DATA SHOWN:
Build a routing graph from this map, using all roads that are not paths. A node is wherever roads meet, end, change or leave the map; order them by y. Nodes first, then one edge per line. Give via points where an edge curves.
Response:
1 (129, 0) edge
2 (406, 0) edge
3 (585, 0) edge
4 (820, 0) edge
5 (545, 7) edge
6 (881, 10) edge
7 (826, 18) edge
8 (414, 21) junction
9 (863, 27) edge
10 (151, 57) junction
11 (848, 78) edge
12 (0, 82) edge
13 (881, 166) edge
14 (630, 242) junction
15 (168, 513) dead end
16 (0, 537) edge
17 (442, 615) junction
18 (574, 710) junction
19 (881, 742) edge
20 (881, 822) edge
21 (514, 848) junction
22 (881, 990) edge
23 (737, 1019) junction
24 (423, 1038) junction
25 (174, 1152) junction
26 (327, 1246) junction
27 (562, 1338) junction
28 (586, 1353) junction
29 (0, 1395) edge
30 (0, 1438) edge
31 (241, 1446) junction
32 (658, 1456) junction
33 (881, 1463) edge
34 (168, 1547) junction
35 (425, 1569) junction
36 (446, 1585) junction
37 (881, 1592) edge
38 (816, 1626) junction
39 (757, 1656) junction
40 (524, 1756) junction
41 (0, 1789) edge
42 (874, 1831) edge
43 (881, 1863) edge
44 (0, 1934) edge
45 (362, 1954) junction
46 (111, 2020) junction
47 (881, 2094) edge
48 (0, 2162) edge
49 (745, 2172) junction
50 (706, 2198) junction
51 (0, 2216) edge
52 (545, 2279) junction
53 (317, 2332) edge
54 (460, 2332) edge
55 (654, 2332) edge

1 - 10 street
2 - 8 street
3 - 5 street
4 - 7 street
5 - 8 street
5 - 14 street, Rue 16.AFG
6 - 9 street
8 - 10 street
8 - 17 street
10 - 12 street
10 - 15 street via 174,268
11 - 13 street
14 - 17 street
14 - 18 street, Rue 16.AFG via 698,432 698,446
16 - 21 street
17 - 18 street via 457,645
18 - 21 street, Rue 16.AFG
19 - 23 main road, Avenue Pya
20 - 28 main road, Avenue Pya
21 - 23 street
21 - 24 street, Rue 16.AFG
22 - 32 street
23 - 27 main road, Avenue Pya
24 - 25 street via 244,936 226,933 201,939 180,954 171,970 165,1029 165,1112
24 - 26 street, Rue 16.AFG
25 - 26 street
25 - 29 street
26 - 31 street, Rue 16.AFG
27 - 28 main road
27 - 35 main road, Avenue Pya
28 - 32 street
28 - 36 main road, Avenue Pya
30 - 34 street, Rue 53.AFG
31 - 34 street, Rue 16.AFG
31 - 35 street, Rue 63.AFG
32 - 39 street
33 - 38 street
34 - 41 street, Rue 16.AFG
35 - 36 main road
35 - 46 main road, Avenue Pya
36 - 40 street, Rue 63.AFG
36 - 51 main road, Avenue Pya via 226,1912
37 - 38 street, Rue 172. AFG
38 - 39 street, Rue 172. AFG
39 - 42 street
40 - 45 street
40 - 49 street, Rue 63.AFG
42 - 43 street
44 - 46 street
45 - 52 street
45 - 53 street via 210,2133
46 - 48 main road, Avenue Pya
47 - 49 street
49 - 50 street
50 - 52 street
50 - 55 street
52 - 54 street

PROBLEM REQUIREMENTS: The response should contain each record above, retyped exactly.

RESPONSE BOX:
Build a routing graph from this map, using all roads that are not paths. A node is wherever roads meet, end, change or leave the map; order them by y. Nodes first, then one edge per line. Give via points where an edge curves.
Response:
1 (129, 0) edge
2 (406, 0) edge
3 (585, 0) edge
4 (820, 0) edge
5 (545, 7) edge
6 (881, 10) edge
7 (826, 18) edge
8 (414, 21) junction
9 (863, 27) edge
10 (151, 57) junction
11 (848, 78) edge
12 (0, 82) edge
13 (881, 166) edge
14 (630, 242) junction
15 (168, 513) dead end
16 (0, 537) edge
17 (442, 615) junction
18 (574, 710) junction
19 (881, 742) edge
20 (881, 822) edge
21 (514, 848) junction
22 (881, 990) edge
23 (737, 1019) junction
24 (423, 1038) junction
25 (174, 1152) junction
26 (327, 1246) junction
27 (562, 1338) junction
28 (586, 1353) junction
29 (0, 1395) edge
30 (0, 1438) edge
31 (241, 1446) junction
32 (658, 1456) junction
33 (881, 1463) edge
34 (168, 1547) junction
35 (425, 1569) junction
36 (446, 1585) junction
37 (881, 1592) edge
38 (816, 1626) junction
39 (757, 1656) junction
40 (524, 1756) junction
41 (0, 1789) edge
42 (874, 1831) edge
43 (881, 1863) edge
44 (0, 1934) edge
45 (362, 1954) junction
46 (111, 2020) junction
47 (881, 2094) edge
48 (0, 2162) edge
49 (745, 2172) junction
50 (706, 2198) junction
51 (0, 2216) edge
52 (545, 2279) junction
53 (317, 2332) edge
54 (460, 2332) edge
55 (654, 2332) edge

1 - 10 street
2 - 8 street
3 - 5 street
4 - 7 street
5 - 8 street
5 - 14 street, Rue 16.AFG
6 - 9 street
8 - 10 street
8 - 17 street
10 - 12 street
10 - 15 street via 174,268
11 - 13 street
14 - 17 street
14 - 18 street, Rue 16.AFG via 698,432 698,446
16 - 21 street
17 - 18 street via 457,645
18 - 21 street, Rue 16.AFG
19 - 23 main road, Avenue Pya
20 - 28 main road, Avenue Pya
21 - 23 street
21 - 24 street, Rue 16.AFG
22 - 32 street
23 - 27 main road, Avenue Pya
24 - 25 street via 244,936 226,933 201,939 180,954 171,970 165,1029 165,1112
24 - 26 street, Rue 16.AFG
25 - 26 street
25 - 29 street
26 - 31 street, Rue 16.AFG
27 - 28 main road
27 - 35 main road, Avenue Pya
28 - 32 street
28 - 36 main road, Avenue Pya
30 - 34 street, Rue 53.AFG
31 - 34 street, Rue 16.AFG
31 - 35 street, Rue 63.AFG
32 - 39 street
33 - 38 street
34 - 41 street, Rue 16.AFG
35 - 36 main road
35 - 46 main road, Avenue Pya
36 - 40 street, Rue 63.AFG
36 - 51 main road, Avenue Pya via 226,1912
37 - 38 street, Rue 172. AFG
38 - 39 street, Rue 172. AFG
39 - 42 street
40 - 45 street
40 - 49 street, Rue 63.AFG
42 - 43 street
44 - 46 street
45 - 52 street
45 - 53 street via 210,2133
46 - 48 main road, Avenue Pya
47 - 49 street
49 - 50 street
50 - 52 street
50 - 55 street
52 - 54 street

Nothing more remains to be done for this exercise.